DTC downgrades Rochdale operator's licence

Date published: 16 April 2008


A local operator, whose proposed transport manager had disappeared, has had to downgrade its licence from a standard national to a restricted licence reports RoadTransport.com. Rochdale-based Mayer Brothers (Excavations), which holds a five-vehicle licence, had been called before North Western Deputy Traffic Commissioner Patrick Mulvenna. The DTC said that the company had first appeared before him in May 2007 following an unsatisfactory maintenance investigation. He adjourned the hearing for three months for further financial information, for a further maintenance investigation and for the proposed transport manager, former vehicle examiner Ivan Coup, to obtain his CPC.

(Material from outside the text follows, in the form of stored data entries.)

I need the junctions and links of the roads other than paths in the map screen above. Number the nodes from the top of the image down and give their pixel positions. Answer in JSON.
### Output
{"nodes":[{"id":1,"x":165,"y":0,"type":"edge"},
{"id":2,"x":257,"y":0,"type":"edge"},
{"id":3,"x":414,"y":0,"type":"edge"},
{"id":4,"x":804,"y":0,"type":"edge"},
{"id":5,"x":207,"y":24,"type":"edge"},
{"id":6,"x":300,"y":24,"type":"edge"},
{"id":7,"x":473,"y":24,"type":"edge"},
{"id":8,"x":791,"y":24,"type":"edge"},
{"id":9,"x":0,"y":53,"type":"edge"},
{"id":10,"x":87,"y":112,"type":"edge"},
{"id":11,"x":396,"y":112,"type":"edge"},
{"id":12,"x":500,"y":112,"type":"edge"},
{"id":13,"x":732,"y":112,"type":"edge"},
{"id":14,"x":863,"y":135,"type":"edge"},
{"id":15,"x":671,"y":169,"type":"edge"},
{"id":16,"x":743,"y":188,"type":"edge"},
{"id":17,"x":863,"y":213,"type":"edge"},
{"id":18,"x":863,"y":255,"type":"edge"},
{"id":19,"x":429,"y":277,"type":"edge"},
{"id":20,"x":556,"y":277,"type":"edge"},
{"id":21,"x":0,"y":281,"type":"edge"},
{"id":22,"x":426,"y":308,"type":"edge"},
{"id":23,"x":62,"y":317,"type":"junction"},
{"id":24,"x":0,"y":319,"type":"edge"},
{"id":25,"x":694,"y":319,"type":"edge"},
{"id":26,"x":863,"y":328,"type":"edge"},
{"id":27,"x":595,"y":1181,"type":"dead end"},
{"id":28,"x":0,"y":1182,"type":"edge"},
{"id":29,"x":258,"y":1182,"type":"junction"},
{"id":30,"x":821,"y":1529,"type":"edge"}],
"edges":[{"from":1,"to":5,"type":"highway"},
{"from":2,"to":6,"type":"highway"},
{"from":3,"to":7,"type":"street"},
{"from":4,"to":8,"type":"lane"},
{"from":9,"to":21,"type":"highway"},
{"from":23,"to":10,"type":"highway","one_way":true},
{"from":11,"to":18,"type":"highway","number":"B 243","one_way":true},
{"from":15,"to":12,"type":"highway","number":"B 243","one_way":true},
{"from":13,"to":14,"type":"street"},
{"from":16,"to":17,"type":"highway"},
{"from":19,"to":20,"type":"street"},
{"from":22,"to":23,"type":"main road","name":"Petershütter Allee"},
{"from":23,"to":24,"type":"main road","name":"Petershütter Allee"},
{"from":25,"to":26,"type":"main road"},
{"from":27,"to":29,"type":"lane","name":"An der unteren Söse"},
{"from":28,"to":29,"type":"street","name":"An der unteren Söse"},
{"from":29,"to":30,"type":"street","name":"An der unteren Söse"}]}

When the case was relisted in January, there had been a satisfactory maintenance investigation and the financial evidence was also satisfactory this just left the issue of the transport manager. The company failed to appear and the DTC initially revoked the licence. He rescinded that decision after the company wrote to say it had not received the call-up letter. He had now a report from transport consultant Grahame Robinson, which showed that, by and large, the vehicle maintenance was satisfactory and that there was an application to downgrade the licence.

For the company, Michael Cunningham said that Coup had just not come up with the goods. The company had paid for him to undertake the CPC course and he had since disappeared from the scene. Director Wayne Mayer had taken the CPC examination but had failed module 4. It was the intention that he obtain a CPC and that the company would then seek a standard national licence.The DTC was not prepared to give the company a further period of grace to obtain a CPC holder since it had been operating for more than a year without a transport manager.